Requirement:
Tally up the lines below with "PARCELS" in them. Answer with the number only.

———

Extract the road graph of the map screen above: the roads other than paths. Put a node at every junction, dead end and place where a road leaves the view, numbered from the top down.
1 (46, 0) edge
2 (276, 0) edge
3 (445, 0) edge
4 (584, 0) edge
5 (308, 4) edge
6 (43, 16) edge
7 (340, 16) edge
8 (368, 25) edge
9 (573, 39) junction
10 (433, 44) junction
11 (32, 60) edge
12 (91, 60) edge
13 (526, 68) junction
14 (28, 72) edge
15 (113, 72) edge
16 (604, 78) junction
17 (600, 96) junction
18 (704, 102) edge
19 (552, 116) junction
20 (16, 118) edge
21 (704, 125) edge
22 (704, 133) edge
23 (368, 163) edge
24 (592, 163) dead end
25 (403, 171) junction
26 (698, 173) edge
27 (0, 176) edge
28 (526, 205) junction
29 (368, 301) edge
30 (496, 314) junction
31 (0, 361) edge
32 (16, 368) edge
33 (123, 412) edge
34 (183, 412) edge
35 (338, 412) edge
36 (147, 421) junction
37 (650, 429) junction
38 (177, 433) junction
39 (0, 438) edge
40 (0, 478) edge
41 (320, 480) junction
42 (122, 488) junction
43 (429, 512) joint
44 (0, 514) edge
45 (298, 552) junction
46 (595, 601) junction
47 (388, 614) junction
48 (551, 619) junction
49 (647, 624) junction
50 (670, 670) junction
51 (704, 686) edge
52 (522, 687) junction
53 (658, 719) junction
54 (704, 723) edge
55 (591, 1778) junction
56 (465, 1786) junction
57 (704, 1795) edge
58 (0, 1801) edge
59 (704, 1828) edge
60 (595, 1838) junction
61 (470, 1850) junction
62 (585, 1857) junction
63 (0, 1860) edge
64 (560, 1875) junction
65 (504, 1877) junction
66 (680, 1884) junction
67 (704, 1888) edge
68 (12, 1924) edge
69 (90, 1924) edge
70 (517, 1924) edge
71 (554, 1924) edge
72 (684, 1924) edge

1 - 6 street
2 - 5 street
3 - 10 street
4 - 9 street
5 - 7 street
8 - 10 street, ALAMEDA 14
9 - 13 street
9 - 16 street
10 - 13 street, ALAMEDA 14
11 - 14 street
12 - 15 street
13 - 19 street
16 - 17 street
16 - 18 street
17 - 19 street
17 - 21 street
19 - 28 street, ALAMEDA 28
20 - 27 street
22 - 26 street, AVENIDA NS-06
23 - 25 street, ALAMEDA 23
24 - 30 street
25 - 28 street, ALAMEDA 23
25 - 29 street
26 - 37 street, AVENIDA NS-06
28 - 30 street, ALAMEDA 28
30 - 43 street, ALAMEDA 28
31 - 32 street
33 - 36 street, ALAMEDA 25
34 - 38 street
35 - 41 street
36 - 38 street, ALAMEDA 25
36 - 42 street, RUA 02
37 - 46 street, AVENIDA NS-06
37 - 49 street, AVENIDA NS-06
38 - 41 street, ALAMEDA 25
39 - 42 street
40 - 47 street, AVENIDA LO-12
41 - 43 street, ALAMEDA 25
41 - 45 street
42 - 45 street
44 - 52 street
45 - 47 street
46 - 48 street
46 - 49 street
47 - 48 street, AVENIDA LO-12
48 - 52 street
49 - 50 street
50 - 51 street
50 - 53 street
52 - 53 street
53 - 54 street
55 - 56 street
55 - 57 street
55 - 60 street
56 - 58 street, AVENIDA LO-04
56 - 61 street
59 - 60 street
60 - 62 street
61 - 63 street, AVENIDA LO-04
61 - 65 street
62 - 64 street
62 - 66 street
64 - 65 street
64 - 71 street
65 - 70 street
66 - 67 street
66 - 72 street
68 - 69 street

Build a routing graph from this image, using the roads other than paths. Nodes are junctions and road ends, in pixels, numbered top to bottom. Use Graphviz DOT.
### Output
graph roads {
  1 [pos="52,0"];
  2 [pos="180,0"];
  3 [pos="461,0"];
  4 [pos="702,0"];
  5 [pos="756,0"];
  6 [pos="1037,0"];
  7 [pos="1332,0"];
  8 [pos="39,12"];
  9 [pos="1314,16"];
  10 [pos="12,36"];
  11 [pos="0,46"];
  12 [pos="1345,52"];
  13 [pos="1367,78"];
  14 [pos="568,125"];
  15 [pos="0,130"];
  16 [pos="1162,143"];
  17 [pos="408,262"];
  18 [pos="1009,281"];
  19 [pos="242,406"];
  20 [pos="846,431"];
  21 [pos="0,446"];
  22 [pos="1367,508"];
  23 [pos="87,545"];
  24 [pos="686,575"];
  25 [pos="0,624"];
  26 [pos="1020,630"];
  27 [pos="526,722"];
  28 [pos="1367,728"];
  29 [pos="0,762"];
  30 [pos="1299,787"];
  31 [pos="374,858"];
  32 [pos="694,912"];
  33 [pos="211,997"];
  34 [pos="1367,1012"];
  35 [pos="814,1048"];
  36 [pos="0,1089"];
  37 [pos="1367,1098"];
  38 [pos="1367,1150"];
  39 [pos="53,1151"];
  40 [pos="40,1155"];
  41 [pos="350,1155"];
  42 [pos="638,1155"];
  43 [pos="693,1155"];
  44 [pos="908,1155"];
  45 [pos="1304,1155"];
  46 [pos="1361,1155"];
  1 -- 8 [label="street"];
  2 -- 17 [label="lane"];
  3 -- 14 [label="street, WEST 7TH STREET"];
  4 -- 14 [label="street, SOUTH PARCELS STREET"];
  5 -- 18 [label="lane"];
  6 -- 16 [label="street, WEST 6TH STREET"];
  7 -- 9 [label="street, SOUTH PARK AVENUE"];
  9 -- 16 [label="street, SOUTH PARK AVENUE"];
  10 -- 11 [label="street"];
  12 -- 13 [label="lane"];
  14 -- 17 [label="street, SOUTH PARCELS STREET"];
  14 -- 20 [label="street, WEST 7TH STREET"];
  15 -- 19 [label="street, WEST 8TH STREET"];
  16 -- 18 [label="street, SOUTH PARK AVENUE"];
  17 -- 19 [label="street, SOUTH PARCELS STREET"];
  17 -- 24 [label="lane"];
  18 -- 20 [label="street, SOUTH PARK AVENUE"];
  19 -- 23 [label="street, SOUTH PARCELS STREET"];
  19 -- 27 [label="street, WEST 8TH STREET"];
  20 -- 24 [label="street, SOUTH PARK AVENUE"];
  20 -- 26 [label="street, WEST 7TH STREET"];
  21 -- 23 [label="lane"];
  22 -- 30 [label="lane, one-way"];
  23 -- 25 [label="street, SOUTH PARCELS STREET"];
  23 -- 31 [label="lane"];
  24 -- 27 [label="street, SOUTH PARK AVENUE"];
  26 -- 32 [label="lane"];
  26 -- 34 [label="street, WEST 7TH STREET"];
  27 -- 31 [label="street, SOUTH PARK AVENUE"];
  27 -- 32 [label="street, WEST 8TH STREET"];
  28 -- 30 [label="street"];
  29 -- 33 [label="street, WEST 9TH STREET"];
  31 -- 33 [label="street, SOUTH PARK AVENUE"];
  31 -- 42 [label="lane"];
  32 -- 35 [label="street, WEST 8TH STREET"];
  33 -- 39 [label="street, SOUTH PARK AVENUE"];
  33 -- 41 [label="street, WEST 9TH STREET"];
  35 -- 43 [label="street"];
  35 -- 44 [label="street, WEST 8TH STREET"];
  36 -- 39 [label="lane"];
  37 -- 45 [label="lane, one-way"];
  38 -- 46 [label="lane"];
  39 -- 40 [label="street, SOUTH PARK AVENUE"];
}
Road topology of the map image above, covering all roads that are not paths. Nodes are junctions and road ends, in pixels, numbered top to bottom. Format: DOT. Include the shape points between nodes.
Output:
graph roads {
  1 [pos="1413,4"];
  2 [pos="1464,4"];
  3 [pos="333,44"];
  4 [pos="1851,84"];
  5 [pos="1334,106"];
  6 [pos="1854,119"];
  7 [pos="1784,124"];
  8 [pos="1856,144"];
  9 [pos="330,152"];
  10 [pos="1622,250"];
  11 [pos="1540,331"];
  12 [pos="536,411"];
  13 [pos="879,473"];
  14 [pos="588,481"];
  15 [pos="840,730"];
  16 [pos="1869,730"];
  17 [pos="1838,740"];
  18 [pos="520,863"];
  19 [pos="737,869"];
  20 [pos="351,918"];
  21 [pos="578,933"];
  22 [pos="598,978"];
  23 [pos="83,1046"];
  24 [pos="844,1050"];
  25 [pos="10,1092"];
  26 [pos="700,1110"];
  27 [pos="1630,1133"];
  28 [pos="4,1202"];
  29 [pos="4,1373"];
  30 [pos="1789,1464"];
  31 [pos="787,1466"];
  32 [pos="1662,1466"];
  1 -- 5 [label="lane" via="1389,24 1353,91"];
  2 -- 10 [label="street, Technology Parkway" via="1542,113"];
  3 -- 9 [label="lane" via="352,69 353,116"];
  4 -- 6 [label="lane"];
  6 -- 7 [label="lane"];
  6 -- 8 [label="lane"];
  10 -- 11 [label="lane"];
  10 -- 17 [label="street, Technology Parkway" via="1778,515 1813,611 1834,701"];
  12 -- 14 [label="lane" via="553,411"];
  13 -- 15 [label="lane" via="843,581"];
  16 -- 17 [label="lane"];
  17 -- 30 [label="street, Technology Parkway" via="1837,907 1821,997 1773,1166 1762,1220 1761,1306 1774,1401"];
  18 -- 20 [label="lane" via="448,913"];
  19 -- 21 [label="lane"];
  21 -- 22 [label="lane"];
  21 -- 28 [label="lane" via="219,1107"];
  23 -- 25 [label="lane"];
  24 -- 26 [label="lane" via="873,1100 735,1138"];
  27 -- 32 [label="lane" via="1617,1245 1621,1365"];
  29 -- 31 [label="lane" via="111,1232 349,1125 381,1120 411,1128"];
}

———

Answer section:
5